Collected data:
-=-=-

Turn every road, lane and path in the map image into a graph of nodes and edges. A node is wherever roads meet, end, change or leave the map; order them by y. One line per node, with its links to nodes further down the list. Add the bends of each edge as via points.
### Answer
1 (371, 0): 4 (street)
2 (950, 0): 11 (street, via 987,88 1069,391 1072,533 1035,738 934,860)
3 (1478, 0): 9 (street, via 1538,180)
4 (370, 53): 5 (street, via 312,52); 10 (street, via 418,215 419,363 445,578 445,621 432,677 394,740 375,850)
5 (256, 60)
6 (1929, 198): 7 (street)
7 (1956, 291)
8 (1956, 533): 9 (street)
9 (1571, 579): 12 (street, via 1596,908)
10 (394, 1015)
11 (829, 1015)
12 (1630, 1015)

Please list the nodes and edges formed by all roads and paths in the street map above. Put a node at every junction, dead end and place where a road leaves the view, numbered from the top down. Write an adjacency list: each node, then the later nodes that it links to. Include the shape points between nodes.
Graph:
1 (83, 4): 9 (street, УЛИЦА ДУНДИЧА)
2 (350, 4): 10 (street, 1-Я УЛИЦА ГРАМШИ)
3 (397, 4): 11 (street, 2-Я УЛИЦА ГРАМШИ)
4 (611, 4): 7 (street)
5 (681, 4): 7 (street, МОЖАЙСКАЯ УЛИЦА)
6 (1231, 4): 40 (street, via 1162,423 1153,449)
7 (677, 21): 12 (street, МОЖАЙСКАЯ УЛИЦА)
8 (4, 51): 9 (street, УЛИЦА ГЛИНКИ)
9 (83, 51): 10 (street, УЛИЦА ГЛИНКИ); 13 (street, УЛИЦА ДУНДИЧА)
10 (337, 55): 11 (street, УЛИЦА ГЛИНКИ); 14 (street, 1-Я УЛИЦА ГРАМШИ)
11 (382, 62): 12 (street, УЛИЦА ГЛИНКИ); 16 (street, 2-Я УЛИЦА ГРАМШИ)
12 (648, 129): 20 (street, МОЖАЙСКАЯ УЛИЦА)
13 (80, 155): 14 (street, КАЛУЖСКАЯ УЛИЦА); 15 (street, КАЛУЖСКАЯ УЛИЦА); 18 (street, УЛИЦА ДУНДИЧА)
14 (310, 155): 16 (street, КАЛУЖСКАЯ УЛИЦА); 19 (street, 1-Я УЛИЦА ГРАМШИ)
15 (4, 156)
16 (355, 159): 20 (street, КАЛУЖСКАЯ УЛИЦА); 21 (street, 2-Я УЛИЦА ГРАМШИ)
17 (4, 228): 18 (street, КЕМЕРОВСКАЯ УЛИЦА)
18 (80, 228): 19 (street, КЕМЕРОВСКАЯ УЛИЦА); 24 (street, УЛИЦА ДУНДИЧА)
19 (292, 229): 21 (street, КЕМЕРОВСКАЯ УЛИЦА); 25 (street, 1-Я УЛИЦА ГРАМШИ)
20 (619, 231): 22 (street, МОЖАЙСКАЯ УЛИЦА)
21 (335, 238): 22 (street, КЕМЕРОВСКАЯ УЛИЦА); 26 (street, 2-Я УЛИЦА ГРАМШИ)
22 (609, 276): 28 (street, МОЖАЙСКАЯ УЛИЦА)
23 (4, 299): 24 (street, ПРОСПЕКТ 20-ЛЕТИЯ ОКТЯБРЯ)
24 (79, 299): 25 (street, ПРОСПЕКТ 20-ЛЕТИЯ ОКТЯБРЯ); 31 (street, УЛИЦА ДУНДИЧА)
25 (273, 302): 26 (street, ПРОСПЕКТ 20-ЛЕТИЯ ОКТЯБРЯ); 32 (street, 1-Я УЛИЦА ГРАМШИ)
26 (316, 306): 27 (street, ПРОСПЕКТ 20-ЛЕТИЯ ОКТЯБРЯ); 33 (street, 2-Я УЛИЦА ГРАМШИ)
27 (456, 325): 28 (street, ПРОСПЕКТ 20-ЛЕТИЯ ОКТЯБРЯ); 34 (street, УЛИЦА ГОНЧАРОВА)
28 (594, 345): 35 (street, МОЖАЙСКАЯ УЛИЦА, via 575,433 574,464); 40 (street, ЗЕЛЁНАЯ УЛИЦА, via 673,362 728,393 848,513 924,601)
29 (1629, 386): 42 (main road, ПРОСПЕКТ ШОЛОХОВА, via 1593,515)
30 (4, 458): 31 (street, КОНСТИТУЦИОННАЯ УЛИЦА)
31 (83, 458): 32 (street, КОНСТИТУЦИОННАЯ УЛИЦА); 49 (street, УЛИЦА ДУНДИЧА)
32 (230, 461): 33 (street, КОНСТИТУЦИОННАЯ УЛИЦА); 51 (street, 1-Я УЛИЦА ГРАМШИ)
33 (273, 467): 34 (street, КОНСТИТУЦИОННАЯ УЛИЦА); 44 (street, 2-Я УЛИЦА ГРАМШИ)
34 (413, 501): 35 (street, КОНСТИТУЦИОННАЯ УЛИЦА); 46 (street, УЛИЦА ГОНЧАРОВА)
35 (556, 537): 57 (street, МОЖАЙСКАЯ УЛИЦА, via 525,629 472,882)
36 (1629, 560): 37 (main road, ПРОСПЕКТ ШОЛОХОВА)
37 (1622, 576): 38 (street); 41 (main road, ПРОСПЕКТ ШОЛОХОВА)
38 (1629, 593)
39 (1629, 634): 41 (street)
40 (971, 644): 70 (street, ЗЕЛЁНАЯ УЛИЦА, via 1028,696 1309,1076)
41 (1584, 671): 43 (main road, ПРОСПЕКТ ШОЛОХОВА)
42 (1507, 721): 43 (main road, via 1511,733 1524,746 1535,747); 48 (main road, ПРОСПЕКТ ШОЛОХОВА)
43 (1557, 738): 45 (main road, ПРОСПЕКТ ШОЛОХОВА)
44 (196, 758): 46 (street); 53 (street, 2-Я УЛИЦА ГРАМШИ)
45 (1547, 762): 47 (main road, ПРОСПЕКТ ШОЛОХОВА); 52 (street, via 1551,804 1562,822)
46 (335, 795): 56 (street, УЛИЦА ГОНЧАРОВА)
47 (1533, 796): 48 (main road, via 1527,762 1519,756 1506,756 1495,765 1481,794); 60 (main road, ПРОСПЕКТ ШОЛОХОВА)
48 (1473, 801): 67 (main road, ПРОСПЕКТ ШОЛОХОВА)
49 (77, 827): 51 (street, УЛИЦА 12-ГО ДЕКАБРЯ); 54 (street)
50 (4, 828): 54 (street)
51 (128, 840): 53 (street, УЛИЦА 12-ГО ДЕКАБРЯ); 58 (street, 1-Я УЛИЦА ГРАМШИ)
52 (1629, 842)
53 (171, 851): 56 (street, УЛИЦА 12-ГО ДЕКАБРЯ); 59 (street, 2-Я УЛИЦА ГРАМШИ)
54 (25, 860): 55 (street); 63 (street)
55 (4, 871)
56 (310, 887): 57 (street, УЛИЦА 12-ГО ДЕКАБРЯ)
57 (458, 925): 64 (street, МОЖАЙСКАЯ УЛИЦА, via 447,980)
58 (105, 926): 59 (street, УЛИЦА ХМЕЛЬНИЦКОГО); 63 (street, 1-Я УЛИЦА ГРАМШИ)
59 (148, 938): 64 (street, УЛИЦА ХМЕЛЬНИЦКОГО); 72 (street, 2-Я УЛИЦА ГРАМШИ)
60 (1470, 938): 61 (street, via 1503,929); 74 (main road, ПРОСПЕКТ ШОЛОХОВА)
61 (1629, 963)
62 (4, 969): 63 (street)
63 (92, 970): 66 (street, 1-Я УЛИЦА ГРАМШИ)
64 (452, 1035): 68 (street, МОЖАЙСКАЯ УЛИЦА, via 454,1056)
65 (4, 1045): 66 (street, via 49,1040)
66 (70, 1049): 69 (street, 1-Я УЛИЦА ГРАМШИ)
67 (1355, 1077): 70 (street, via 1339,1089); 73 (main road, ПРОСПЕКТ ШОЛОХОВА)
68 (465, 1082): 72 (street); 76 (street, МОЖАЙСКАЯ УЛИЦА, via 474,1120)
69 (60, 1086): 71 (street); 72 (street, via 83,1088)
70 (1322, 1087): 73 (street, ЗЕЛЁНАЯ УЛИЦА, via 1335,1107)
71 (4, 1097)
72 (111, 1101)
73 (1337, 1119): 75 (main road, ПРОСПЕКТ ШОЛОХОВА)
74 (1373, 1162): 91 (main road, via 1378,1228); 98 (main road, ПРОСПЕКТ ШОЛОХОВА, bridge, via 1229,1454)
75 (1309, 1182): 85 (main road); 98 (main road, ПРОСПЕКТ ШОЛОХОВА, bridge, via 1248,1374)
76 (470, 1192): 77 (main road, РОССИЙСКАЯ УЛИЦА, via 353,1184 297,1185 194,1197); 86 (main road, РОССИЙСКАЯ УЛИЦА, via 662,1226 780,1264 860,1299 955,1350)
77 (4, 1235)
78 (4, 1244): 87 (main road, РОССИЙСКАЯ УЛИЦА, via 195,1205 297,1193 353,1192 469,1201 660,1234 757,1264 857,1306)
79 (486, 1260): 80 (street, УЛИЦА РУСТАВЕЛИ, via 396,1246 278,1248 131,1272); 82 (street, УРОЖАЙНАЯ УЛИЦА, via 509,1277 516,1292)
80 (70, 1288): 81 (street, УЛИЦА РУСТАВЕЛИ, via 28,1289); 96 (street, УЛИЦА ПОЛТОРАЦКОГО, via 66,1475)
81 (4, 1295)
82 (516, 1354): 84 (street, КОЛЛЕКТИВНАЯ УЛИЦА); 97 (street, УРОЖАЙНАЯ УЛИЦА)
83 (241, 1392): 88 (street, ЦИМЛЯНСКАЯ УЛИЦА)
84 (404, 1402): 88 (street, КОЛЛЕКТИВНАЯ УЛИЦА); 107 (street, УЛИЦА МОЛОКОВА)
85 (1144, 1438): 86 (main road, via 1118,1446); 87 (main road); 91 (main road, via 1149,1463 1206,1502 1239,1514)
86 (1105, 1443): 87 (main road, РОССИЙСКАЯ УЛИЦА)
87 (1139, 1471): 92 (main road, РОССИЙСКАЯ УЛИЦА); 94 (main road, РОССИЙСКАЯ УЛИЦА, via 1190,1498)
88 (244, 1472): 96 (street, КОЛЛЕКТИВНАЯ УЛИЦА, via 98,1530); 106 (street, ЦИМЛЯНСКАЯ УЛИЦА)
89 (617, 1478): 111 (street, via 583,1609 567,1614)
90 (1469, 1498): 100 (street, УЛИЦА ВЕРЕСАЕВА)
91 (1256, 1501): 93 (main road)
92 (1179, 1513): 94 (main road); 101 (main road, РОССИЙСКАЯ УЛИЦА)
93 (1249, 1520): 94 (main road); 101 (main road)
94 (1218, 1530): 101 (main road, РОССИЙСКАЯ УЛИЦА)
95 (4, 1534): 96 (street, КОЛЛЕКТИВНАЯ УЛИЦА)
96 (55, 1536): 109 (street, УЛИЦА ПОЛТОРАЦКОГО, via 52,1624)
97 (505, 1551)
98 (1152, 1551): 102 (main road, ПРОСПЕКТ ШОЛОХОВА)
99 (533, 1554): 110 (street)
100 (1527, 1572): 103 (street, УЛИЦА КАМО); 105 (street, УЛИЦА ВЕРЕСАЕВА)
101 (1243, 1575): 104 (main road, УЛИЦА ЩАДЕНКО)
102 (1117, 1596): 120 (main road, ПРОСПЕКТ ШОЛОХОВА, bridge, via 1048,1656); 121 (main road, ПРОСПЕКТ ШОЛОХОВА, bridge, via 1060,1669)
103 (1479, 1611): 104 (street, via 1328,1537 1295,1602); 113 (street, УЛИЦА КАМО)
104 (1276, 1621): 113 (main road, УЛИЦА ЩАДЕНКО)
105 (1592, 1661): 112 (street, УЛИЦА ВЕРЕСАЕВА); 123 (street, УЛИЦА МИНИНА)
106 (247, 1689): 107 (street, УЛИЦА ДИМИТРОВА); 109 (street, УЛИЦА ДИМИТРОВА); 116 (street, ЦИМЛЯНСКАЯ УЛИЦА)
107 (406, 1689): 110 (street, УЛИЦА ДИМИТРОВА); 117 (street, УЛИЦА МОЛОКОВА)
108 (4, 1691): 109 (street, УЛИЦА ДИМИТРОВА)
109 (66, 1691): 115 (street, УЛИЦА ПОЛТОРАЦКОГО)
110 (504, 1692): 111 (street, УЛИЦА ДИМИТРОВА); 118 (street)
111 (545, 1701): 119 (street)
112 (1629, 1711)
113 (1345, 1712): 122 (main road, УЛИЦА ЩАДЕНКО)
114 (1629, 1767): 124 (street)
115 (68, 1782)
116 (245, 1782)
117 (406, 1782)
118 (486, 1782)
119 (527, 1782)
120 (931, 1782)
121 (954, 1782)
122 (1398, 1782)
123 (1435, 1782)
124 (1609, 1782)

-=-=-

■ **Work instruction**:
In the lines above, find each one with "ДЕКАБРЯ" and list it.

■ **Response to this exercise**:
49 (77, 827): 51 (street, УЛИЦА 12-ГО ДЕКАБРЯ); 54 (street)
51 (128, 840): 53 (street, УЛИЦА 12-ГО ДЕКАБРЯ); 58 (street, 1-Я УЛИЦА ГРАМШИ)
53 (171, 851): 56 (street, УЛИЦА 12-ГО ДЕКАБРЯ); 59 (street, 2-Я УЛИЦА ГРАМШИ)
56 (310, 887): 57 (street, УЛИЦА 12-ГО ДЕКАБРЯ)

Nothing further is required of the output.